ビッグコミックオリジナル増刊に連載していた
『ほらあなレコード』』が1月30日、
Web書店にて電子書籍版のみで販売開始です。
紙の本での刊行を待っていてくださった方には
申し訳ありません。
ちょっとお高いですが全18話、
単行本2冊分のページ数があります。
よろしくお願いいたします。
❉Web書店で『ほらあなレコード(1)』とありますが、
全1巻で完結です。
【タイトル】ほらあなレコード
【著者】山川直人
【装丁】小沼宏之[Gibbon]
【発行日】2026年1月30日
【発行】小学館
【判型】電子書籍/362頁
【価格】1,100円(税込)
~『ほらあなレコード』あとがき~
子供の頃から絵を描くこととお話を読むことが好きでした。中学生のとき、それが一つになっていることに気がついて漫画を描くようになったのです。いっぽう、音楽についてはずっと奥手でした。それでも家には母方の叔父にもらったレコードプレイヤーがあり、テレビアニメの主題歌なんかを聴いていました。

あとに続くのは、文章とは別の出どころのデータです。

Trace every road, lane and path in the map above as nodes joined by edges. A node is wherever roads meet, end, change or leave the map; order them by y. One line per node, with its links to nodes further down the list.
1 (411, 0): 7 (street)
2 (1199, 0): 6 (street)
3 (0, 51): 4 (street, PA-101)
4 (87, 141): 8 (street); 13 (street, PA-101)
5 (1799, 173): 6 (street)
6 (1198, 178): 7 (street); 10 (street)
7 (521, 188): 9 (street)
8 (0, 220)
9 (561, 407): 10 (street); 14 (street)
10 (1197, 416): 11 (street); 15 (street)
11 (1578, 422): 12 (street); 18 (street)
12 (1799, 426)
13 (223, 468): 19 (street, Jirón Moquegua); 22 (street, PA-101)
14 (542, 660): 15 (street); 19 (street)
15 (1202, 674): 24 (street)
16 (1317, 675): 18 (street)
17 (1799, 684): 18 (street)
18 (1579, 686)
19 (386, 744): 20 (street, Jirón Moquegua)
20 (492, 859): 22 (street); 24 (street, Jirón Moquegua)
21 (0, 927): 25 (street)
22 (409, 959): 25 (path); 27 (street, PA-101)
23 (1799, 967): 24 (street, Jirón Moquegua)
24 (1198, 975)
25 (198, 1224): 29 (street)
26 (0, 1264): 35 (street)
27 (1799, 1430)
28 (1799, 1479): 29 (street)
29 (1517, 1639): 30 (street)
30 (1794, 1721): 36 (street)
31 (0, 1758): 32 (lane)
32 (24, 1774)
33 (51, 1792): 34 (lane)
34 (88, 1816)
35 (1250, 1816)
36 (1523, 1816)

高校生になって音楽好きの同級生の家に遊びに行き、吉田拓郎やビートルズを聴かせてもらいました。音楽っていいなと思うようになったのはそれからです。自分でも何か買おうと思ってレコード屋さんに行きました。そこで見つけたのがURCやベルウッドというレーベルのレコードです。あがた森魚、はっぴいえんど、友部正人といった人たちのレコードで、林静一、宮谷一彦、真崎守などといったマニアックな漫画家がジャケットを描いていたのです。そういうレコードをジャケ買いしたのが私と音楽との出会いでした。
レコードはもうおしまい、これからはCDと聞かされていつのまにか持っているのはCDのほうが多くなりました。仕事部屋にパソコンとプリンターが必要になったときに、置き場所がないのでレコードプレイヤーは押し入れにしまいました。いま世の中は配信とかサブスクとかで音楽を聴くようになっているそうですね。なのにまた、一部の若い人たちのあいだでレコードがブームだとか。もうわけがわかりません。
さて、そんなこんなで、好きな音楽とコーヒー、喫茶店の漫画を描きたいと思って描いたのがこの漫画です。フワフワとしているようできちんと仕事をする新野という主人公を描いてみたくもありました。毎回登場する曲はレコードでということで、古いものばかりになりました。あまりマニアックにならないようにと思いましたが、知らないものは描けないないのでずいぶん偏ったものになってしまったかもです。
担当編集者として大島剛氏に、デザインは小沼宏之氏のお世話になりました。コーヒーを飲みながら、好きな音楽を聴きながらお読みいただければ幸いです。